Indian refiners' output in July increases 11.8%
New Delhi: Indian refiners processed 11.8 per cent more crude in July from a year ago following a jump in output at a privately run refinery in western India, data showed yesterday .
Output at Essar Oil's Vadinar refinery more than doubled in July to 268,600 bpd from a year earlier, when the plant was shut for more than three weeks as new units were added to scale up capacity.
The government caps prices of widely consumed fuels such as petrol and diesel to protect the poor and ease inflationary pressures, and partly compensates state firms for their losses.

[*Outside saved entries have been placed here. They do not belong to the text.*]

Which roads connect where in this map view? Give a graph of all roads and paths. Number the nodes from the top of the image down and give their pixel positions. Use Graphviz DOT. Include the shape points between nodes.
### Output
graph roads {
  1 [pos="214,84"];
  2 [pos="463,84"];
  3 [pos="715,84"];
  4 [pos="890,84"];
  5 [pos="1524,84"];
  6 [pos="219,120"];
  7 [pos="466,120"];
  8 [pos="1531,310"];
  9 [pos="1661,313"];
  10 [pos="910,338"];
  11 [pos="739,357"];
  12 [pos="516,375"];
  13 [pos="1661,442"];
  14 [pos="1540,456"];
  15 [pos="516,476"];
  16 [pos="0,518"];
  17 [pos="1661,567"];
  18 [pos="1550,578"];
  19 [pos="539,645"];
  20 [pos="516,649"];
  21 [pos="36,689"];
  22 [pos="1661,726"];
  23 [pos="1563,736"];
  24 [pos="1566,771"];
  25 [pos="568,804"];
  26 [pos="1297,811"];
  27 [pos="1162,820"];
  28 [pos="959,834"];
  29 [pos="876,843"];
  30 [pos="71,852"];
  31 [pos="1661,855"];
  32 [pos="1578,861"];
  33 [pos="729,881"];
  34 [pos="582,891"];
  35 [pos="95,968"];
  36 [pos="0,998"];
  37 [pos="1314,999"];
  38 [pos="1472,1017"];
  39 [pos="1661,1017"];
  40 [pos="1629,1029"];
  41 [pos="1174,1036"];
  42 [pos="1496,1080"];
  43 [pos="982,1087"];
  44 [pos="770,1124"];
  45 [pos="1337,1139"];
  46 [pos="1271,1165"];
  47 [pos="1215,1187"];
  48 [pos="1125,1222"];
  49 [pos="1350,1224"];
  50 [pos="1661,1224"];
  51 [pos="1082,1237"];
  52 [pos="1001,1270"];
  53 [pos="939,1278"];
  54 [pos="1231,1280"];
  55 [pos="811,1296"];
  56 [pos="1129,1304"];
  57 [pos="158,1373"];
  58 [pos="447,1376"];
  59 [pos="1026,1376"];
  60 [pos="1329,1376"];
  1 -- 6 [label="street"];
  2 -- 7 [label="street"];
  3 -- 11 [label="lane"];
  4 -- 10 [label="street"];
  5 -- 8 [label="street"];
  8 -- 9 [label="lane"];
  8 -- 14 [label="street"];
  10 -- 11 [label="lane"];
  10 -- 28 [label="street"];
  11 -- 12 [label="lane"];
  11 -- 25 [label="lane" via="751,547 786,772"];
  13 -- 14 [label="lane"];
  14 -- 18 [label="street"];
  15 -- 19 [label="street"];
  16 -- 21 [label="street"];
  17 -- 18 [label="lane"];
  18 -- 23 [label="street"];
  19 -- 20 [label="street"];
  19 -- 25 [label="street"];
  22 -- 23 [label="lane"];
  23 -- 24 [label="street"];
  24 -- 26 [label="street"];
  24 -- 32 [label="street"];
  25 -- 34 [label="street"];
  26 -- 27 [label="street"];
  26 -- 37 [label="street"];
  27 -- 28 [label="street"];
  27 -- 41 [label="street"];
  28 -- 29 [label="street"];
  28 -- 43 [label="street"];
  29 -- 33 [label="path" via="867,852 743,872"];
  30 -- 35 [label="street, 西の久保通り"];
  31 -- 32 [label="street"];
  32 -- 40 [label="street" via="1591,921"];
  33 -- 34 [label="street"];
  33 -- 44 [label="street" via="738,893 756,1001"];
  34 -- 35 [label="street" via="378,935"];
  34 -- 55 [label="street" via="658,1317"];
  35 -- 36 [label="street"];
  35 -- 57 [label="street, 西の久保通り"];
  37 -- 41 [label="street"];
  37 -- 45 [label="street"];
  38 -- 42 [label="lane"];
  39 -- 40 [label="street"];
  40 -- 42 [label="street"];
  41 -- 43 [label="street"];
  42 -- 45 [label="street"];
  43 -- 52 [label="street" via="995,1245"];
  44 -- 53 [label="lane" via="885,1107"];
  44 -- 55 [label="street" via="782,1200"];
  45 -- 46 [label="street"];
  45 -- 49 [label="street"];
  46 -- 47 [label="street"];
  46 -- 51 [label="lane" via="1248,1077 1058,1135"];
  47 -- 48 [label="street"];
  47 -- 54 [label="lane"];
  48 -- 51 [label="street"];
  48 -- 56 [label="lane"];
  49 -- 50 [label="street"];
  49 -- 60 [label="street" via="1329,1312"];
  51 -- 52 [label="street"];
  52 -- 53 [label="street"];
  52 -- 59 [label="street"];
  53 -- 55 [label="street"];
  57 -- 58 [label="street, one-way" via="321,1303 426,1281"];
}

No subsidy exists for private refiners, which have increasingly turned to overseas markets for sales.
Reliance
Crude processing at Reliance Industries' Jamnagar refinery in western Gujarat state was marginally down in July at 768,230 bpd from a year earlier, and nearly 2 per cent short of its target.

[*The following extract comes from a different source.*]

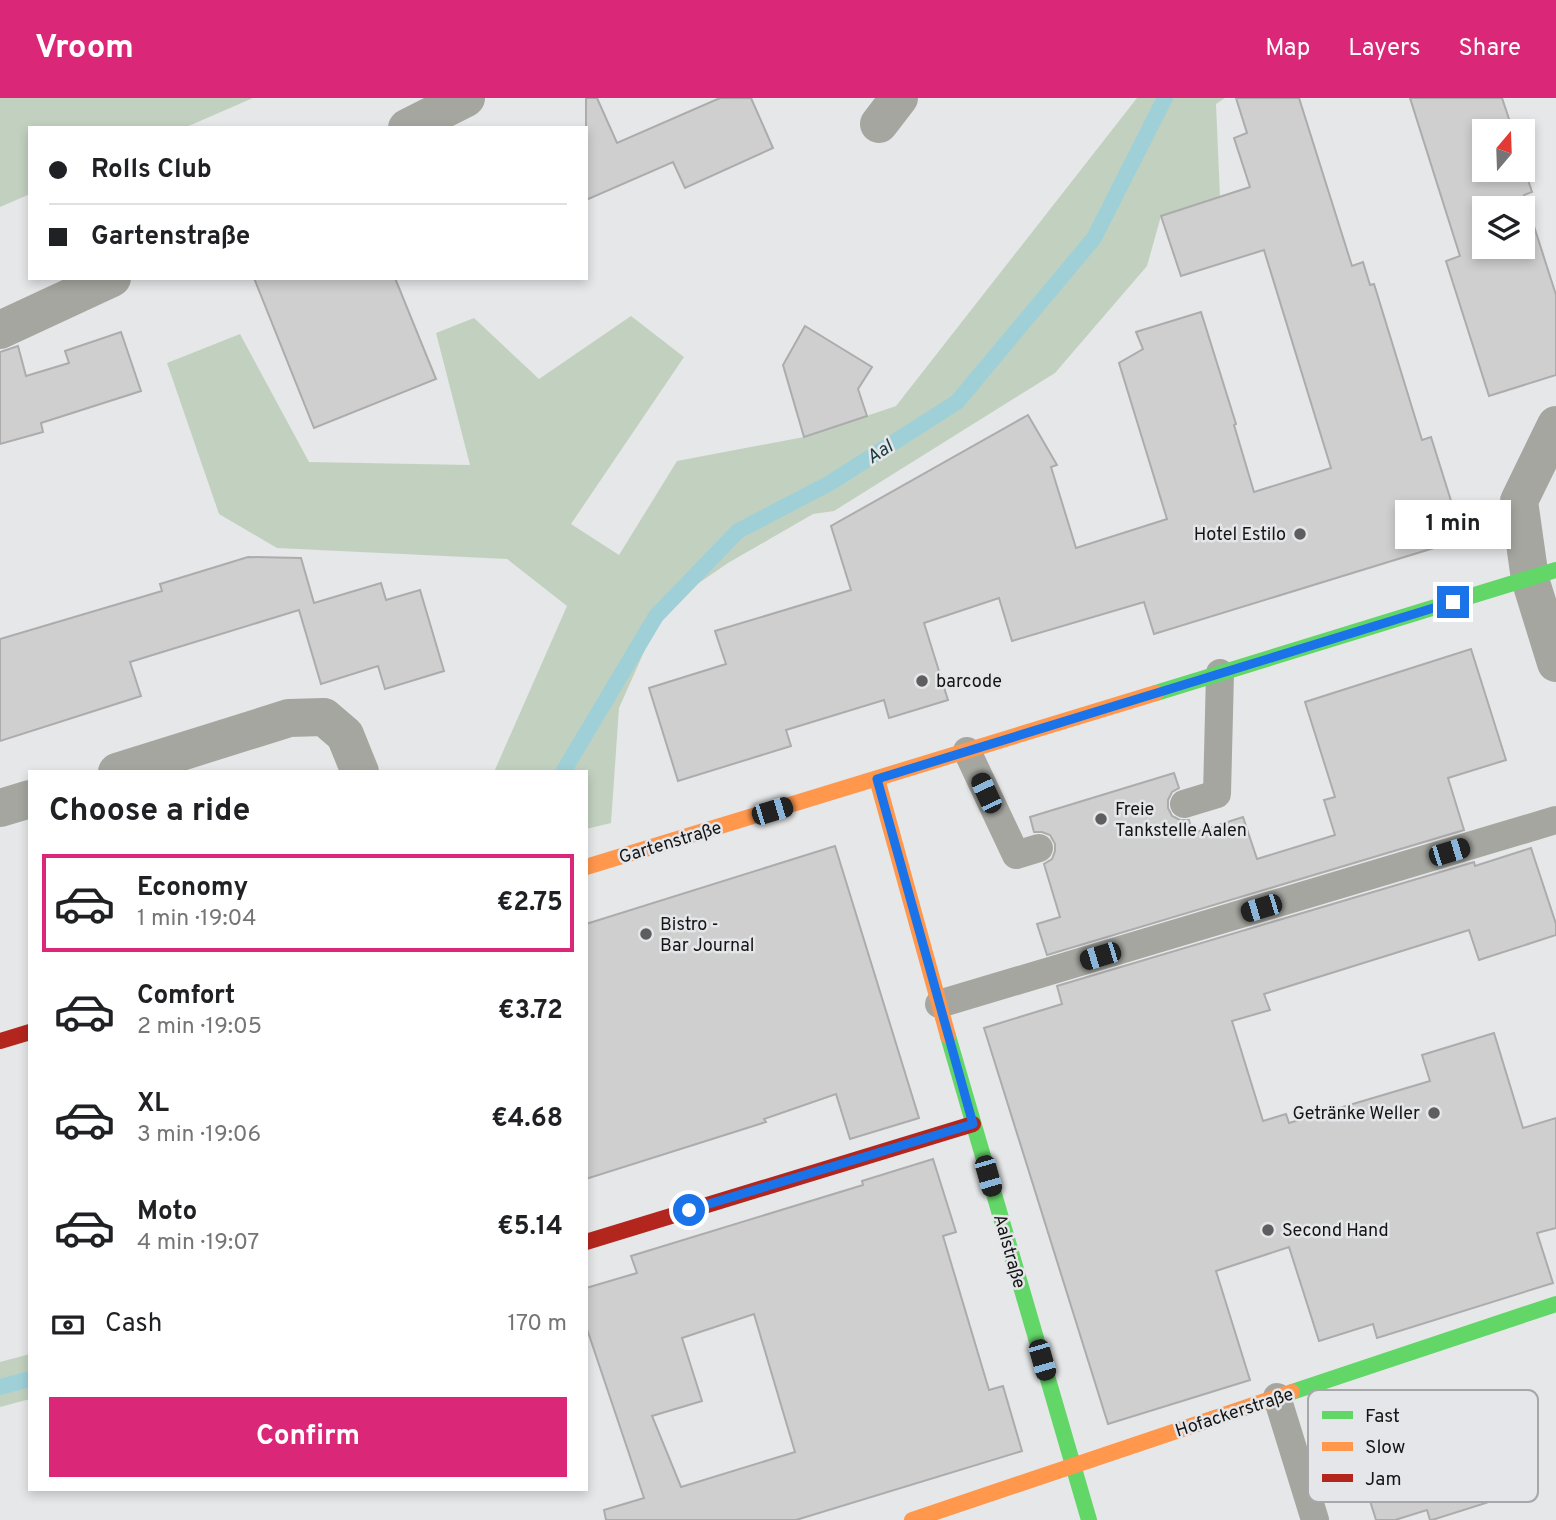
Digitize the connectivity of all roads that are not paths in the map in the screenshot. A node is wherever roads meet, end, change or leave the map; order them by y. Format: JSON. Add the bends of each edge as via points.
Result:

Refineries in Asia's third-largest oil consumer processed 3.383 million bpd of crude last month, when margins for simple Asian refiners were at minus $0.92 a barrel.
They had processed 3.026 million bpd in July 2007, when Indian Oil Corp's Mathura refinery with a capacity of 160,000 bpd was completely shut for maintenance.
Overall, refiners' utilisation ran at 113.1 per cent of installed capacity in July, higher than 101.4 per cent a year earlier.
India plans to add 2.14 million bpd of refining capacity by 2012 to its existing 2.98 million bpd, and expects domestic demand for oil products to expand at a compounded annual growth rate of 2.9 per cent to 132 million tonnes by 2012.
Capacity use at IOC's seven refineries during July was 106 per cent, the data showed.
State-run Hindustan Petroleum Corp's Mumbai plant ran at 124 per cent of capacity last month, while Bharat Petroleum Corp's Mumbai refinery operated at 106.2 per cent.